**REQUIRED WORK**
Your task is to transcribe the entries exactly.

**DATA TO PROCESS**
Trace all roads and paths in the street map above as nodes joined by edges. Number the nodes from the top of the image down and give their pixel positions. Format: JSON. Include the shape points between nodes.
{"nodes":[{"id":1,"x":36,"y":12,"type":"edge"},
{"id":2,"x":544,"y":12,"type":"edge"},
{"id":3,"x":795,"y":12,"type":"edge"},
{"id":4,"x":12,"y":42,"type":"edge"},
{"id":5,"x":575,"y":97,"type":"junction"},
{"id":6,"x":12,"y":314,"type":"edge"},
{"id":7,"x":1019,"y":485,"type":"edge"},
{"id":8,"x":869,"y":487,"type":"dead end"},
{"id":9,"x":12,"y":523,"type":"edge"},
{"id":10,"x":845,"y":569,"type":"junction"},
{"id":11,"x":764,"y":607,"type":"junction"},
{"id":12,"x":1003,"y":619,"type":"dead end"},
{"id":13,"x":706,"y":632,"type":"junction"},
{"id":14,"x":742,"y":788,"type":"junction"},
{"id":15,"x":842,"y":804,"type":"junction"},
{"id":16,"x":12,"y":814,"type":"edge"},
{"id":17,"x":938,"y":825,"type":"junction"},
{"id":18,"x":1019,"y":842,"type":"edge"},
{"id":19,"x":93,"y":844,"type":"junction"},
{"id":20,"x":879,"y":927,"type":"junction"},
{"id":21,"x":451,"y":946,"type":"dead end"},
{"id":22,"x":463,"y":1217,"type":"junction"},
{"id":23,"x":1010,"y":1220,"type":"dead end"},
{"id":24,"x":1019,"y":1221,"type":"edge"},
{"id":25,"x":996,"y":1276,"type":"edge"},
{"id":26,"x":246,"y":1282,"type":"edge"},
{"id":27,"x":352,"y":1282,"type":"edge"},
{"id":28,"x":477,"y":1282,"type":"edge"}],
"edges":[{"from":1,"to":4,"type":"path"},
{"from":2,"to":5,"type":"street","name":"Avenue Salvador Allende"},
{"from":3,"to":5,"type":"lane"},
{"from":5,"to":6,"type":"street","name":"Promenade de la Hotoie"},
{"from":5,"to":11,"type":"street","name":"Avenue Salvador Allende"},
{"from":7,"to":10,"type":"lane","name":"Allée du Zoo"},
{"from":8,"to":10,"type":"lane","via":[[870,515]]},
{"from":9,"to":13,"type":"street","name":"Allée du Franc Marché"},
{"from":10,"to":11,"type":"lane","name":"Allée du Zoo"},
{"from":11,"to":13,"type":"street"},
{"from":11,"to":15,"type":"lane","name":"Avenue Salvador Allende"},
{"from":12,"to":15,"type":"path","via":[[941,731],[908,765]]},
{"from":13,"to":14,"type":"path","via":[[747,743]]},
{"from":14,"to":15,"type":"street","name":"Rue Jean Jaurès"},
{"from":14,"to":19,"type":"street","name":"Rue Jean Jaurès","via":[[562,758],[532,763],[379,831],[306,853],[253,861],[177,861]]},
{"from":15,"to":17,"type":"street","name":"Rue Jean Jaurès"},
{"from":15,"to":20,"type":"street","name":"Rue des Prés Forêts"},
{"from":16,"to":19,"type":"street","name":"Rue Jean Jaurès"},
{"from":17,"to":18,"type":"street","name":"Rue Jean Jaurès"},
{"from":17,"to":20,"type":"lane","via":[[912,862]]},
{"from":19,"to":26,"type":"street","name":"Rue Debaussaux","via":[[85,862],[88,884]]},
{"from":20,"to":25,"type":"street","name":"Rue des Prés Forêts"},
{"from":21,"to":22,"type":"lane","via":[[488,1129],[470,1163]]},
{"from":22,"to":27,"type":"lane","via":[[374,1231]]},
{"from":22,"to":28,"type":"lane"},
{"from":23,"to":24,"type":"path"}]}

**SOLUTION**
Trace all roads and paths in the street map above as nodes joined by edges. Number the nodes from the top of the image down and give their pixel positions. Format: JSON. Include the shape points between nodes.
{"nodes":[{"id":1,"x":36,"y":12,"type":"edge"},
{"id":2,"x":544,"y":12,"type":"edge"},
{"id":3,"x":795,"y":12,"type":"edge"},
{"id":4,"x":12,"y":42,"type":"edge"},
{"id":5,"x":575,"y":97,"type":"junction"},
{"id":6,"x":12,"y":314,"type":"edge"},
{"id":7,"x":1019,"y":485,"type":"edge"},
{"id":8,"x":869,"y":487,"type":"dead end"},
{"id":9,"x":12,"y":523,"type":"edge"},
{"id":10,"x":845,"y":569,"type":"junction"},
{"id":11,"x":764,"y":607,"type":"junction"},
{"id":12,"x":1003,"y":619,"type":"dead end"},
{"id":13,"x":706,"y":632,"type":"junction"},
{"id":14,"x":742,"y":788,"type":"junction"},
{"id":15,"x":842,"y":804,"type":"junction"},
{"id":16,"x":12,"y":814,"type":"edge"},
{"id":17,"x":938,"y":825,"type":"junction"},
{"id":18,"x":1019,"y":842,"type":"edge"},
{"id":19,"x":93,"y":844,"type":"junction"},
{"id":20,"x":879,"y":927,"type":"junction"},
{"id":21,"x":451,"y":946,"type":"dead end"},
{"id":22,"x":463,"y":1217,"type":"junction"},
{"id":23,"x":1010,"y":1220,"type":"dead end"},
{"id":24,"x":1019,"y":1221,"type":"edge"},
{"id":25,"x":996,"y":1276,"type":"edge"},
{"id":26,"x":246,"y":1282,"type":"edge"},
{"id":27,"x":352,"y":1282,"type":"edge"},
{"id":28,"x":477,"y":1282,"type":"edge"}],
"edges":[{"from":1,"to":4,"type":"path"},
{"from":2,"to":5,"type":"street","name":"Avenue Salvador Allende"},
{"from":3,"to":5,"type":"lane"},
{"from":5,"to":6,"type":"street","name":"Promenade de la Hotoie"},
{"from":5,"to":11,"type":"street","name":"Avenue Salvador Allende"},
{"from":7,"to":10,"type":"lane","name":"Allée du Zoo"},
{"from":8,"to":10,"type":"lane","via":[[870,515]]},
{"from":9,"to":13,"type":"street","name":"Allée du Franc Marché"},
{"from":10,"to":11,"type":"lane","name":"Allée du Zoo"},
{"from":11,"to":13,"type":"street"},
{"from":11,"to":15,"type":"lane","name":"Avenue Salvador Allende"},
{"from":12,"to":15,"type":"path","via":[[941,731],[908,765]]},
{"from":13,"to":14,"type":"path","via":[[747,743]]},
{"from":14,"to":15,"type":"street","name":"Rue Jean Jaurès"},
{"from":14,"to":19,"type":"street","name":"Rue Jean Jaurès","via":[[562,758],[532,763],[379,831],[306,853],[253,861],[177,861]]},
{"from":15,"to":17,"type":"street","name":"Rue Jean Jaurès"},
{"from":15,"to":20,"type":"street","name":"Rue des Prés Forêts"},
{"from":16,"to":19,"type":"street","name":"Rue Jean Jaurès"},
{"from":17,"to":18,"type":"street","name":"Rue Jean Jaurès"},
{"from":17,"to":20,"type":"lane","via":[[912,862]]},
{"from":19,"to":26,"type":"street","name":"Rue Debaussaux","via":[[85,862],[88,884]]},
{"from":20,"to":25,"type":"street","name":"Rue des Prés Forêts"},
{"from":21,"to":22,"type":"lane","via":[[488,1129],[470,1163]]},
{"from":22,"to":27,"type":"lane","via":[[374,1231]]},
{"from":22,"to":28,"type":"lane"},
{"from":23,"to":24,"type":"path"}]}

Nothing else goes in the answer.